4. Beden eğitimi öğretmenlerinin otokratik sınıf yönetimi anlayışını sergileme düzeylerine ilişkin görüşleri, öğretmenlikteki kıdemlerine göre farklılık göstermemektedir. Belirlenen üç kıdem grubundaki öğretmenlerin görüşlerine göre öğretmenler otokratik sınıf yönetimi anlayışını benzer düzeyde sergilemektedirler. Öğretmenlerin, kıdemleri ile demokratik sınıf yönetimi anlayışlarına iliksin görüşleri arasındaki farklılık anlamlı değildir. Ancak ortalamalara göre, 5 yıl ve daha düşük kıdeme sahip öğretmenler diğer iki kıdem grubundaki öğretmenlere göre daha demokratik bir eğilim taşımaktadırlar.

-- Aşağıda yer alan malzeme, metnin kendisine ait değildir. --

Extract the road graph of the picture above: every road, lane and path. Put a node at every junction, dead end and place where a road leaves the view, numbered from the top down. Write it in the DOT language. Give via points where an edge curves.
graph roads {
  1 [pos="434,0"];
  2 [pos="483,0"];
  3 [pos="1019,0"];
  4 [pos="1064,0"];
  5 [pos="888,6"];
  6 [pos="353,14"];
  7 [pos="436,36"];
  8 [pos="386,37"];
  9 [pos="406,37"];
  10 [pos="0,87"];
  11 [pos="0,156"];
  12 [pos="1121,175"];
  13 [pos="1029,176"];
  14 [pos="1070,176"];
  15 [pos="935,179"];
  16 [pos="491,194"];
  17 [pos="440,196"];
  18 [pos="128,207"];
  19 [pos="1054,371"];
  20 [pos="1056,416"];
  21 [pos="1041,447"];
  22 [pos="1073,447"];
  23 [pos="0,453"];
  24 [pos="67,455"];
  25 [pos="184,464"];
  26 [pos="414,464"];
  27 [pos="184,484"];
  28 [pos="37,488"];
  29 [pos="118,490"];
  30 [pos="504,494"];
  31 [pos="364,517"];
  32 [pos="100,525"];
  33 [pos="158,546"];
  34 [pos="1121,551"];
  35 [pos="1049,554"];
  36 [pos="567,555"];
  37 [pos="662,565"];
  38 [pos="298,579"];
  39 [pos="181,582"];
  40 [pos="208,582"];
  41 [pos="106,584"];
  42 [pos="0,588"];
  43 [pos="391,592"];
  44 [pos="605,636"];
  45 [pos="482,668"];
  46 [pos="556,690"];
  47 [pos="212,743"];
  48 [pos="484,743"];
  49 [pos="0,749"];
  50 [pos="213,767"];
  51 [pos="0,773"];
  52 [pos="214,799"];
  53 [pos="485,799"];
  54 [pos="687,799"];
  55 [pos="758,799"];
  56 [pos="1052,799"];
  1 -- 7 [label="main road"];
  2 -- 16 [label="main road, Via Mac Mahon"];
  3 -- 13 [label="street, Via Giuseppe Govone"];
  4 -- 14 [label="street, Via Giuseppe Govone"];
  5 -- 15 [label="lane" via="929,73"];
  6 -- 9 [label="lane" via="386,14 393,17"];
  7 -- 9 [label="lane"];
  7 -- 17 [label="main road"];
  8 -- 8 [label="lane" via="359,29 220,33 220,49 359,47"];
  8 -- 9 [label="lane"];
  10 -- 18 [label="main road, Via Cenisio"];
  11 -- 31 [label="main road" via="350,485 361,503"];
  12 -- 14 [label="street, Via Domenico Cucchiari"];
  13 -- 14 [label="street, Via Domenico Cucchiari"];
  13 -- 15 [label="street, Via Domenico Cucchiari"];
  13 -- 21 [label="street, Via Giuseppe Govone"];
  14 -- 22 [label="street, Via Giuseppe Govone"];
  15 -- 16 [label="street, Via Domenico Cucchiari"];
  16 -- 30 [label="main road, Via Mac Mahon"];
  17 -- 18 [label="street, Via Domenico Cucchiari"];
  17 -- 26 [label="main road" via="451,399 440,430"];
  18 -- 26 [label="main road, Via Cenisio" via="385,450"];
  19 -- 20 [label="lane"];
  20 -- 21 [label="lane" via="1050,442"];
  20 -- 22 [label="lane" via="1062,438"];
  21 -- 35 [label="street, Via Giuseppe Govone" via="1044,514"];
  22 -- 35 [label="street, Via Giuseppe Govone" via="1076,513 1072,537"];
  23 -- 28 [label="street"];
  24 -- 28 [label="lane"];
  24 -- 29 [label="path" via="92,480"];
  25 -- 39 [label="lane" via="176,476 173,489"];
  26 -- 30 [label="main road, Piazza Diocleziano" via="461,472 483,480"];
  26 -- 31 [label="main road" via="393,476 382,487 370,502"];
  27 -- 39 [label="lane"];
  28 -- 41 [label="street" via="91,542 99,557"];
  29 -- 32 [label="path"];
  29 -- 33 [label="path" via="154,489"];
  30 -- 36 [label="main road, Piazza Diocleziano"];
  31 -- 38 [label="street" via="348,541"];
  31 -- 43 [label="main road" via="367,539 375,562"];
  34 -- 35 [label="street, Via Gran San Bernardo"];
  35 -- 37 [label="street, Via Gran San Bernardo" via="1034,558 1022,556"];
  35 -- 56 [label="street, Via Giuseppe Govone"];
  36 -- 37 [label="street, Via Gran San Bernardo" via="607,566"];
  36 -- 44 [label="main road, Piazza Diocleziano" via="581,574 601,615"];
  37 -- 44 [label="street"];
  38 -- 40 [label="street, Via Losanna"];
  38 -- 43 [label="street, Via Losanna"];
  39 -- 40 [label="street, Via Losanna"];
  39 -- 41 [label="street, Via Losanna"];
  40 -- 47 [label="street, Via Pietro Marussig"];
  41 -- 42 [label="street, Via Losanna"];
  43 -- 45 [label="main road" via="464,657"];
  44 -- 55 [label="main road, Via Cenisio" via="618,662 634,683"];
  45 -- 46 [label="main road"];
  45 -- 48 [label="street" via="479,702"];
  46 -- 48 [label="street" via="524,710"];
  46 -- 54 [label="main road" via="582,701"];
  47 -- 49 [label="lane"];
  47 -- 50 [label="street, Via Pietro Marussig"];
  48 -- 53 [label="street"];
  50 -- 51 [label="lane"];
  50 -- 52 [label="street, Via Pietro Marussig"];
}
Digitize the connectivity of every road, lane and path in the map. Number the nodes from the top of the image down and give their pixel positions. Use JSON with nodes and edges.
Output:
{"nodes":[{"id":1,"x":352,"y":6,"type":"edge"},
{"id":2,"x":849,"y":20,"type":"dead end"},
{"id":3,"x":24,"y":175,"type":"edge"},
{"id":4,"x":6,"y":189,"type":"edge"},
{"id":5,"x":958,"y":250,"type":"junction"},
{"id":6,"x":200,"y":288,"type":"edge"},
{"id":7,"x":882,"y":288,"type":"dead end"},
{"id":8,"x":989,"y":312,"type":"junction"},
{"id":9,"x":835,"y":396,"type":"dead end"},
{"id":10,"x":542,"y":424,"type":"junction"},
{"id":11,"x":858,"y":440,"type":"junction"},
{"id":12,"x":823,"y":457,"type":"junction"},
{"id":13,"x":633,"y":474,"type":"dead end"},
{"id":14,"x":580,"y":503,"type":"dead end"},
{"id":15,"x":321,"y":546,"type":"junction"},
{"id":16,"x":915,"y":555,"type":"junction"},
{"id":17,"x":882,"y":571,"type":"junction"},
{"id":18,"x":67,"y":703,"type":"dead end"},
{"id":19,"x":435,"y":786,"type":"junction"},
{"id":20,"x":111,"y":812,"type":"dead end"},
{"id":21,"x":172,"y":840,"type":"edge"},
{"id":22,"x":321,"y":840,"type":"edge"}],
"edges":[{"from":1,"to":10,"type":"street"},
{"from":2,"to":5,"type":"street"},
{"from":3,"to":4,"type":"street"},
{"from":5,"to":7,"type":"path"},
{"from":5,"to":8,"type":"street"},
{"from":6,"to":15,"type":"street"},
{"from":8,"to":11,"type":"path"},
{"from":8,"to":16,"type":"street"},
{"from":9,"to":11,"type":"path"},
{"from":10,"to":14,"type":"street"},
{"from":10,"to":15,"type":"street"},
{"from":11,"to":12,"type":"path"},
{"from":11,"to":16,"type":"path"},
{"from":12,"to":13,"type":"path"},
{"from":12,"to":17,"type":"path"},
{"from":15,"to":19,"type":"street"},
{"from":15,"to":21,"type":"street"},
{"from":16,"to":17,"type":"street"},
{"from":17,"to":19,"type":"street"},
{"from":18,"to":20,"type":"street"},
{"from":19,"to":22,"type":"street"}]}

Avşar (2006) tarafından ‘‘Beden Eğitimi Öğretmenlerinin Kendilerine Yönelik Hizmet İçi Eğitim Programlarını Değerlendirmesi’’ konulu Ankara ilindeki okullarda görev yapan 187 beden eğitimi öğretmeninin örneklem olarak alındığı araştırmada şu bulgular elde edilmiştir:

1. Beden eğitimi öğretmenleri ihtiyaç duydukları hizmet içi eğitimin; değişik türde yapılmasını uygun bulmaktadırlar. En çok tercih edilen türler “kurs” ve “internet” yoluyla eğitimdir. Zamanlamasına ilişkin farklı dönemleri uygun bulmaktadırlar. En çok tercih edilen zamanlar “Haziran ve Eylül seminer” ya da sınav dönemleridir.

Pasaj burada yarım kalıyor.